Clinical features: Onset is characteristically insidious. Fever, rigors and flank pain. There may be renal angle tenderness with a flank bulge or kyphosis. Corticomedullary abscess is usually associated with nausea and vomiting and urinary symptoms, but these are usually absent in cortical abscess, which rarely communicates with the lower urinary tract.
Organisms: Staphylococcus aureus (cortical abscess); coliforms, in particular Escherichia coll and Proteus spp. (corticomedullary abscess).
Microbiological investigations: mid-stream urine (often normal in cortical abscess). Blood culture. Culture of aspirated pus.
Other investigations: Ultrasound and/or CT scan are required to localize the abscess, and may be used to guide aspiration or percutaneous drain insertion.
Differential diagnosis: Renal carcinoma.
Antibiotic management: For staphylococcal cortical abscess, high-dose fiucloxacillin (2g 6hly, iv) for 2 weeks (+ iv gentamicin or oral fucidin) followed by 2 weeks of oral flucloxacillin.

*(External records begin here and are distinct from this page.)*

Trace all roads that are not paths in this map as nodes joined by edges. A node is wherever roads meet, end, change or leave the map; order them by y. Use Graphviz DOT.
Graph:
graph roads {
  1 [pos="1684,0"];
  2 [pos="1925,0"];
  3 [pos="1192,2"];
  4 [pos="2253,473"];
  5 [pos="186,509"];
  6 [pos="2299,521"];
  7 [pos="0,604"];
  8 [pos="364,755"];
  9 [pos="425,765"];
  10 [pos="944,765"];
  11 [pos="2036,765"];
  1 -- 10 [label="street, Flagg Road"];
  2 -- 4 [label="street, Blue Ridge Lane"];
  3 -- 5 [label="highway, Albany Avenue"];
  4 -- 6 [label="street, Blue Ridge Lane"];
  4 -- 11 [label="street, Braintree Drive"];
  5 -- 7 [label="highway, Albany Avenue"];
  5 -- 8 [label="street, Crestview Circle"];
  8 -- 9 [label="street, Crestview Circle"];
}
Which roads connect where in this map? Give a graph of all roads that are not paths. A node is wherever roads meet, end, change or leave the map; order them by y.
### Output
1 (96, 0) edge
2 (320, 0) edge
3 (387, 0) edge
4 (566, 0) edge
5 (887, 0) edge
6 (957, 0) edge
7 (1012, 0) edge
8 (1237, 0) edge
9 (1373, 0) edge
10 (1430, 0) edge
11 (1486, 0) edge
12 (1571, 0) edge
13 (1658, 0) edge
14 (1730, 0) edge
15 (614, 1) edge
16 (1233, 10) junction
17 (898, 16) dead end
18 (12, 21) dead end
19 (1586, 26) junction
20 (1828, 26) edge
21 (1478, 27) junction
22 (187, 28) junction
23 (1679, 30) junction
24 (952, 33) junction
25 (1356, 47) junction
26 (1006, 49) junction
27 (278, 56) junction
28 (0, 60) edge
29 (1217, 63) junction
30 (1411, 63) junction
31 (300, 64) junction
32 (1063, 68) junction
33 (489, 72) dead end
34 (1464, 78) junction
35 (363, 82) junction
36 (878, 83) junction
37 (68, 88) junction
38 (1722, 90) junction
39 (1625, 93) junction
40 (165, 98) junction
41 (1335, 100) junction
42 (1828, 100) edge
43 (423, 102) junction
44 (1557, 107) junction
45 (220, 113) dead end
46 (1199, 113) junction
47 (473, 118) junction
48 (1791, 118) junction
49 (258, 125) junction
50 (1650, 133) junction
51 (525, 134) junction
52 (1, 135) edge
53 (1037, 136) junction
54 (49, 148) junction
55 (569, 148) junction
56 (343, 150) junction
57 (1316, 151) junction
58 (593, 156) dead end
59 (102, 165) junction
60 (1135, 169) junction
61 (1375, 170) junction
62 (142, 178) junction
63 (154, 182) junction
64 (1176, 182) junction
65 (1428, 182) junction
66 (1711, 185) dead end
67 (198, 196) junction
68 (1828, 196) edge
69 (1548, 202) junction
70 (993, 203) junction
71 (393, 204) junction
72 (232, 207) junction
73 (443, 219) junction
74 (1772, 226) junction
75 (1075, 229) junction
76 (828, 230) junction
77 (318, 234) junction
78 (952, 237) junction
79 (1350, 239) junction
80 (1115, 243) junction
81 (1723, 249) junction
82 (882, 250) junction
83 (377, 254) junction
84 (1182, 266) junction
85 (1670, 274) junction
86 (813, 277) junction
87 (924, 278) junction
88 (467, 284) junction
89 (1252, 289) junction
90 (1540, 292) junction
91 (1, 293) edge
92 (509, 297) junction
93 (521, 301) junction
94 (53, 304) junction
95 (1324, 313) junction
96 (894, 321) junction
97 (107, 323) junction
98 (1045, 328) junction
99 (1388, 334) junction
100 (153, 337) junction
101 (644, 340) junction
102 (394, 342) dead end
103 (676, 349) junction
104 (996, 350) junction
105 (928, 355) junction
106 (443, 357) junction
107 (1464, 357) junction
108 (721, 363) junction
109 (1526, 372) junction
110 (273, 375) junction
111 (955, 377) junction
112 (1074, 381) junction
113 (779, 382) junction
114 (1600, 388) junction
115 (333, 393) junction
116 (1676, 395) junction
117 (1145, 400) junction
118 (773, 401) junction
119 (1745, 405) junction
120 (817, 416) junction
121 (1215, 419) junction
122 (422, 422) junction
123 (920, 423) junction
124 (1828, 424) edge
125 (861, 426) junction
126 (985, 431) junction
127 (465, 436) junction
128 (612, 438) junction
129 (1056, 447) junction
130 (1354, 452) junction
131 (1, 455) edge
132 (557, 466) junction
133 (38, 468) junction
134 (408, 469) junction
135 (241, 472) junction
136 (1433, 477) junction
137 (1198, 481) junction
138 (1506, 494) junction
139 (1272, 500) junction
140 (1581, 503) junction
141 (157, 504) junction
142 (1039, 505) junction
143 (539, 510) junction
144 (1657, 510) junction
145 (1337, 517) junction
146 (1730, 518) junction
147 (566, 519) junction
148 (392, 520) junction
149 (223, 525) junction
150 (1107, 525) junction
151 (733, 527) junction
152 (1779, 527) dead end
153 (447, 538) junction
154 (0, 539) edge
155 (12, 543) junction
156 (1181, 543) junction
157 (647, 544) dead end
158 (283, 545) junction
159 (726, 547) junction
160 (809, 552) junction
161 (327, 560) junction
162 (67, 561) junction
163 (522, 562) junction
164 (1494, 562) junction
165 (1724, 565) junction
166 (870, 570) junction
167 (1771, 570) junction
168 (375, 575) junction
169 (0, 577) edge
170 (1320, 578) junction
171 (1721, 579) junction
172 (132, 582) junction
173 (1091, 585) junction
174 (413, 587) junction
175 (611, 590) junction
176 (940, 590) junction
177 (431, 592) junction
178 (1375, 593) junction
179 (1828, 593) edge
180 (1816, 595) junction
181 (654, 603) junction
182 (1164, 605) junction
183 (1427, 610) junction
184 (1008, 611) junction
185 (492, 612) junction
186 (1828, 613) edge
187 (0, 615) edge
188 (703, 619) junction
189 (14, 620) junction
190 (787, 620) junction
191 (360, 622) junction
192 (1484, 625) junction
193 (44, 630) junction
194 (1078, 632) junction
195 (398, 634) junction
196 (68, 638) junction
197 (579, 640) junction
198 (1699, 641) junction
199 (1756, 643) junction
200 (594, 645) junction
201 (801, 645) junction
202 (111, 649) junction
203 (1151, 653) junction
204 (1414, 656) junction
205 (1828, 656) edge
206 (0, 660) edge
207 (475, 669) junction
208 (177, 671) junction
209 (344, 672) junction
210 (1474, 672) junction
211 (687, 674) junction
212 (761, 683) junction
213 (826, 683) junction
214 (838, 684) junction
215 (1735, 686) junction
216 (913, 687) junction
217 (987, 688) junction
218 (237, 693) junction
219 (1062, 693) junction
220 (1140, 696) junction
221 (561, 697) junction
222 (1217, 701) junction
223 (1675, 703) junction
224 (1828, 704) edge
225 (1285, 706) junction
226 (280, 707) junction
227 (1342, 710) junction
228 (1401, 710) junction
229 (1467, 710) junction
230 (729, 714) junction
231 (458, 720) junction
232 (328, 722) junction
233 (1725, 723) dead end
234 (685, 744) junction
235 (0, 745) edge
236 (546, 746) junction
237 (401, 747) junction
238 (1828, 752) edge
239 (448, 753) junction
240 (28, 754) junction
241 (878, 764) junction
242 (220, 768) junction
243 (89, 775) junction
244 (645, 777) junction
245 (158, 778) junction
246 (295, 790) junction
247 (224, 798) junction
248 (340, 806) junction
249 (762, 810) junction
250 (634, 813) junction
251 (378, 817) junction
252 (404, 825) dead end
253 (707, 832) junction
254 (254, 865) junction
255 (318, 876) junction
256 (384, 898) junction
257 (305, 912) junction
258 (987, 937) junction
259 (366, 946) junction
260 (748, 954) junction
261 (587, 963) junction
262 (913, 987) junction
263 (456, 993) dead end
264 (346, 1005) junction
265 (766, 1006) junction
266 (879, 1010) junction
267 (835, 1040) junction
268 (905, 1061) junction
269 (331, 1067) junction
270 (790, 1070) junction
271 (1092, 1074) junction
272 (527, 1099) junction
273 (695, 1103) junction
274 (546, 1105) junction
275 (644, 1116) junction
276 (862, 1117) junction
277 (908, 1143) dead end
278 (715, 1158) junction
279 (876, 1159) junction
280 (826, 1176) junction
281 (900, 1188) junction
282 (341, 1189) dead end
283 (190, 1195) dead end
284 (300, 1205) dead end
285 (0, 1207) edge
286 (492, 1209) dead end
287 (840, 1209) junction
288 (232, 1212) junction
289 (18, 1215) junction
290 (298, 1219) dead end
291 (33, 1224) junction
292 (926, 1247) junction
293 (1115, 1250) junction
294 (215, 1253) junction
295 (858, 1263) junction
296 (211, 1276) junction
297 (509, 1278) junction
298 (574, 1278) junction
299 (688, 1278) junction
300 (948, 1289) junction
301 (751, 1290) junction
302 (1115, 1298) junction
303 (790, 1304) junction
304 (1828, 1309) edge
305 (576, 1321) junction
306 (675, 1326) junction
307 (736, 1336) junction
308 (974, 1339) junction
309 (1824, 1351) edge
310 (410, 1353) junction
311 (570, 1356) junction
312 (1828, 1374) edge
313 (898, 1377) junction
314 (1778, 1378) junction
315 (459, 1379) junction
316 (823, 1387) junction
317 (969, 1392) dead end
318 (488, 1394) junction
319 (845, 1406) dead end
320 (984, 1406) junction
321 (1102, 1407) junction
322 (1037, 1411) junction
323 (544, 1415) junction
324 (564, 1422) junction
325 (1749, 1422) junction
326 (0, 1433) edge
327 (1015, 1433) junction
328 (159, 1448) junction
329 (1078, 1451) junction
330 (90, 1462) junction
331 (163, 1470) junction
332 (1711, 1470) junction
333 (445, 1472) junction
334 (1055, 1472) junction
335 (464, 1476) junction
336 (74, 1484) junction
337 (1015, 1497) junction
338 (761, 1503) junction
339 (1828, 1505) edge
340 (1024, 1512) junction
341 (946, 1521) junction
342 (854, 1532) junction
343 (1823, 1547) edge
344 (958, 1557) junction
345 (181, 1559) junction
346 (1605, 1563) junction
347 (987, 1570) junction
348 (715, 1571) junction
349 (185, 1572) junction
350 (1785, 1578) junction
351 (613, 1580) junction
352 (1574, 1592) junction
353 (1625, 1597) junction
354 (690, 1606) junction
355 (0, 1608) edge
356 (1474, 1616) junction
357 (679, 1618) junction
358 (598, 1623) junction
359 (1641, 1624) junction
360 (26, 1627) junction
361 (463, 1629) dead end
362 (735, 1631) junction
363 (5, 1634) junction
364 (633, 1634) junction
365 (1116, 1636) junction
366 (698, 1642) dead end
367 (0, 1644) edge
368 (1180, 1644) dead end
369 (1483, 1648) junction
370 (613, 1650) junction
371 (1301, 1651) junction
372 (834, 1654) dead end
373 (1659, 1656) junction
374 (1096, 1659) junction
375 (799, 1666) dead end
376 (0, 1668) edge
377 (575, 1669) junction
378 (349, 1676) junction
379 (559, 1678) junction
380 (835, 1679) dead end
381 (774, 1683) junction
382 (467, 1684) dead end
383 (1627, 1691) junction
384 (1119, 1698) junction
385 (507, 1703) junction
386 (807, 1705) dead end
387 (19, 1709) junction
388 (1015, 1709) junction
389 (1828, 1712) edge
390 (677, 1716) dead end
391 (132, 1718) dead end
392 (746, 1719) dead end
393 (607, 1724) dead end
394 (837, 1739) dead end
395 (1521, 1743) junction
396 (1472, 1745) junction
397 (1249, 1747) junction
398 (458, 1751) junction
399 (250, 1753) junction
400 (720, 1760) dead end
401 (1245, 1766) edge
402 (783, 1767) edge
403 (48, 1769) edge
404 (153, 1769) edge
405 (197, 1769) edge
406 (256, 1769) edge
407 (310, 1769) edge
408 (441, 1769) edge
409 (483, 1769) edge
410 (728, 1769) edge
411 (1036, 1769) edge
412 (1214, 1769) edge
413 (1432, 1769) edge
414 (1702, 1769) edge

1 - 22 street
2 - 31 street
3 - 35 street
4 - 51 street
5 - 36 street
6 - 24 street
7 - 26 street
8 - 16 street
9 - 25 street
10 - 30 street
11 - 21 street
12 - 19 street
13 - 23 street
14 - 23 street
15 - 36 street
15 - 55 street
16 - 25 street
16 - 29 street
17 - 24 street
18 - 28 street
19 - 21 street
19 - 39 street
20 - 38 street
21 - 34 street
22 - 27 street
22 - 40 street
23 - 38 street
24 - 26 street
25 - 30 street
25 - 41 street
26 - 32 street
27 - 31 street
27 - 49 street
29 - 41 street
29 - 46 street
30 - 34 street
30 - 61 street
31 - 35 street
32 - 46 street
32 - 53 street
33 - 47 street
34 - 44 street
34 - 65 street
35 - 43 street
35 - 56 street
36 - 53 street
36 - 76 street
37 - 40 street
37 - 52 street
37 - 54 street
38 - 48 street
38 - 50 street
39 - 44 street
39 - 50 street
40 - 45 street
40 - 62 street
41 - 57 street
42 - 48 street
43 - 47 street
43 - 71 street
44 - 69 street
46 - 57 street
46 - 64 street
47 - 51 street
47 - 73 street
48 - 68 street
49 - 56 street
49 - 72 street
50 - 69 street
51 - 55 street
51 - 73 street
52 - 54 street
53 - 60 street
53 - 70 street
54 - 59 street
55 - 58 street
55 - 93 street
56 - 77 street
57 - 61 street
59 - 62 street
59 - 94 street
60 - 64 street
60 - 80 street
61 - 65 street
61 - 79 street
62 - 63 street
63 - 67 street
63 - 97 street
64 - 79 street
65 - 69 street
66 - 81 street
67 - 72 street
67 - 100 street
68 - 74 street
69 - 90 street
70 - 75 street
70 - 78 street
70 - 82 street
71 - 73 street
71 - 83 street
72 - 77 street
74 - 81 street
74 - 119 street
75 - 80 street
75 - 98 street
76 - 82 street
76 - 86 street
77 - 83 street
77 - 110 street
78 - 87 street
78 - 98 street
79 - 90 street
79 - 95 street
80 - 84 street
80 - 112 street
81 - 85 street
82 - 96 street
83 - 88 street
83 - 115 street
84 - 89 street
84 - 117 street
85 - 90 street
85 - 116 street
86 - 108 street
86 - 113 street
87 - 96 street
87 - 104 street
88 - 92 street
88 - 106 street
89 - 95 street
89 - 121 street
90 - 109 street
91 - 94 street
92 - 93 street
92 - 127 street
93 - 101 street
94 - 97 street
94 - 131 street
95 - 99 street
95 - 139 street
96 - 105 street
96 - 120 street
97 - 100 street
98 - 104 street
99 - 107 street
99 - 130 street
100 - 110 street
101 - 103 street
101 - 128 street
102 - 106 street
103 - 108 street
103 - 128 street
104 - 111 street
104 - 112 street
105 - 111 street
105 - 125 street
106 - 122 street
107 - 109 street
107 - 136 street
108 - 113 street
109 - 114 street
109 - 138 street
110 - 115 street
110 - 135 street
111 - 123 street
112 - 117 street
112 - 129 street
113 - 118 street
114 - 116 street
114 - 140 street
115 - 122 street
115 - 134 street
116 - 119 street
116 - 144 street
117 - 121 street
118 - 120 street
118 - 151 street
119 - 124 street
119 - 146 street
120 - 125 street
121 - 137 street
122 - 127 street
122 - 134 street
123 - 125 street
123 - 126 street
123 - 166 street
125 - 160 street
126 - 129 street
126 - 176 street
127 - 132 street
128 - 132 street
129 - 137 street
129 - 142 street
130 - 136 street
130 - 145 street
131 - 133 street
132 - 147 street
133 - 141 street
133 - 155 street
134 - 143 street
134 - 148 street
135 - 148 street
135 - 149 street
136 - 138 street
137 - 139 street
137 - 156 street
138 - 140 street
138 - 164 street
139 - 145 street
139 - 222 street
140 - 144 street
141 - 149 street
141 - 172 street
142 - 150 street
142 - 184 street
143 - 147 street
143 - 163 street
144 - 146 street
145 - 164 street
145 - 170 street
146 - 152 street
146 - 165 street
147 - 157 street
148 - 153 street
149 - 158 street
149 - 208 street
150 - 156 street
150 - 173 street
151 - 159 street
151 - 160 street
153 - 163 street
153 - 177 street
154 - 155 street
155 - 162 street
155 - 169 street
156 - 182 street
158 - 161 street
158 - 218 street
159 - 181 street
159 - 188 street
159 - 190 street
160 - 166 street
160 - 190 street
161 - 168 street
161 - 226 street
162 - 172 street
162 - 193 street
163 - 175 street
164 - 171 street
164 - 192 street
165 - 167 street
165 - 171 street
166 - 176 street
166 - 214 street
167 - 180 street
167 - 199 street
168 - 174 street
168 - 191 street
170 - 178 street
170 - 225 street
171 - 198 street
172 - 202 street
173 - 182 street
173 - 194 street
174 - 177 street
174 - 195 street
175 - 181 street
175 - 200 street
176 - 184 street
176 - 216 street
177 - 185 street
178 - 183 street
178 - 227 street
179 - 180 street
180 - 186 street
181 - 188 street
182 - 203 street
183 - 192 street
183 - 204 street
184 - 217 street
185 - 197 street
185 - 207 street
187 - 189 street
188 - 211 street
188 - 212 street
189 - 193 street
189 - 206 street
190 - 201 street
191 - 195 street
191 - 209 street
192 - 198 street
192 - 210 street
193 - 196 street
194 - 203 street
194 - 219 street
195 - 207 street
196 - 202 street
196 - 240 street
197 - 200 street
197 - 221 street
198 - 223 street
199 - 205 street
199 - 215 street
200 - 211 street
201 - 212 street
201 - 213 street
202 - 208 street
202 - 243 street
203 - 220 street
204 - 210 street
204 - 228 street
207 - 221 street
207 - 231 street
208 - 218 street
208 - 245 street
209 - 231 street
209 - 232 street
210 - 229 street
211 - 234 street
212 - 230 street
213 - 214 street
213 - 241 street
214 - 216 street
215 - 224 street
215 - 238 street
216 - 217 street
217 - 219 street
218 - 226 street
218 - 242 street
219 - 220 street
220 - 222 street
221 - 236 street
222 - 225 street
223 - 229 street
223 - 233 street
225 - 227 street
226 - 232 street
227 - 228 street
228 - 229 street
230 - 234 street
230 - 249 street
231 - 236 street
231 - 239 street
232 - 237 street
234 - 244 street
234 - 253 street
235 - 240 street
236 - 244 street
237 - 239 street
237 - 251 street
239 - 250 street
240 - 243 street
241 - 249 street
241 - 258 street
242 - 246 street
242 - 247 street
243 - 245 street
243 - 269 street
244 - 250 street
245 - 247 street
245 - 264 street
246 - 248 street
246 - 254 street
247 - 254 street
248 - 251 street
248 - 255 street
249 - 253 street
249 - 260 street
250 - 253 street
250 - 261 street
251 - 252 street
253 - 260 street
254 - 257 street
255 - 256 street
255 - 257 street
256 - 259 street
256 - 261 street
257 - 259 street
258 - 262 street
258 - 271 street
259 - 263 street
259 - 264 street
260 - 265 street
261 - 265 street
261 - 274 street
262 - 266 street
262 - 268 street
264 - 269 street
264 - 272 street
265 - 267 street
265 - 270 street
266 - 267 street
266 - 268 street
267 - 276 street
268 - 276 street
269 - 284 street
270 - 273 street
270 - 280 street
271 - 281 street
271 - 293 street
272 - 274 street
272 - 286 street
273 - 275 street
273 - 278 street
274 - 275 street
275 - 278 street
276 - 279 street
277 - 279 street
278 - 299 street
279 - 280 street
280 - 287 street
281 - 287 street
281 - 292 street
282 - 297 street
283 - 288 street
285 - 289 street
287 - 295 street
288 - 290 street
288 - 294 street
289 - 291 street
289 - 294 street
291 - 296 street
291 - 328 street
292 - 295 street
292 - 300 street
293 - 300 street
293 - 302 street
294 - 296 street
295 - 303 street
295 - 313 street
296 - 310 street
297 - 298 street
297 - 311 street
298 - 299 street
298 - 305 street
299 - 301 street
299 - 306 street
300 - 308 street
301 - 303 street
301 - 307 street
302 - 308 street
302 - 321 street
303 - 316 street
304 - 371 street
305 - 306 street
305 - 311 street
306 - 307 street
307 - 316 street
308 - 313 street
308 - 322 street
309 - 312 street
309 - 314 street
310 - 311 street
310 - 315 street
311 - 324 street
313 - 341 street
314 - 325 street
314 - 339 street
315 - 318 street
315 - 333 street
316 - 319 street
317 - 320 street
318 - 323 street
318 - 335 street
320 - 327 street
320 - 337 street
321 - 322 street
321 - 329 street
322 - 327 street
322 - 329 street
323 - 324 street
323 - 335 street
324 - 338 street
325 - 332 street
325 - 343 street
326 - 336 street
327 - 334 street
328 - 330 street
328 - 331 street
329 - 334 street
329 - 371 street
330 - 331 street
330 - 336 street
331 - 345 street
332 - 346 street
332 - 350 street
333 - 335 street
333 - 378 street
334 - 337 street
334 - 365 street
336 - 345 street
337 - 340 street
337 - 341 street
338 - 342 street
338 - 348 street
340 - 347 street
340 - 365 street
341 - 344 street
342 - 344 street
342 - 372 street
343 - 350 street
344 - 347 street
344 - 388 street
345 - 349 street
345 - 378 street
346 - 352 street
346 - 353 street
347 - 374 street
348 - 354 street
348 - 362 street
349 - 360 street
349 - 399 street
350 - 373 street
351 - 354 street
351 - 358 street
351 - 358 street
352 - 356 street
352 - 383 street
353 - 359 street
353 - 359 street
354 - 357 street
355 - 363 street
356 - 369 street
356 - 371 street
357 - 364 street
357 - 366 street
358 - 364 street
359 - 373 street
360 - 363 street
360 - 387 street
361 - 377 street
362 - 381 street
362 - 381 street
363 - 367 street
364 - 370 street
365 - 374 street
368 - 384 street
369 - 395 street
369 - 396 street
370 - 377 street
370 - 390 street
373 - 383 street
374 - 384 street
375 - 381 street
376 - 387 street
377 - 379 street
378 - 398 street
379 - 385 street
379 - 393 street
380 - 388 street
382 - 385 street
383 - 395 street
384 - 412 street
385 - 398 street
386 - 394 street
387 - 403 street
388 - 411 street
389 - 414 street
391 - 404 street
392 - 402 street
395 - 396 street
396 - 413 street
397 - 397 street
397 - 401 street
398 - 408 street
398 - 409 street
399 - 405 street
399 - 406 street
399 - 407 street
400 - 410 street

For corticomedullary abscess, gentamicin plus either ampicillin or ciprofloxacin initially, guided thereafter by the results of cultures.
Supportive management: Smaller abscesses are treated with antibiotics alone, but large abscesses or those that fail to respond after 2-4 days’ therapy with appropriate antibiotics will require drainage (often percutaneous). Obstruction should be relieved if present.
Complications: Rupture through the renal capsule leads to perinephric abscess. Onset is often insidious, with symptoms as above; extension towards the diaphragm causes pleuritic pain and raised fixed hemidiaphragm with pleural effusion. There may be signs of psoas irritation with scoliosis and pain on hip flexion. Drainage is always required.
Prolonged severe infection, particularly with Proteus spp. and obstruction may lead to xanthogranulomatous pyelonephritis. The renal pelvis is dilated, often with a staghorn calculus. There may be an abscess cavity, and the surrounding tissue is replaced by a yellow zone, histology of which shows macrophages laden with cholesterol and lipid material. Nephrectomy is usually required.
Urine culture positive for Staphylococcus aureus in patients who have not been catheterized should suggest previous staphylococcal bacteraemia and possible secondary renal abscess.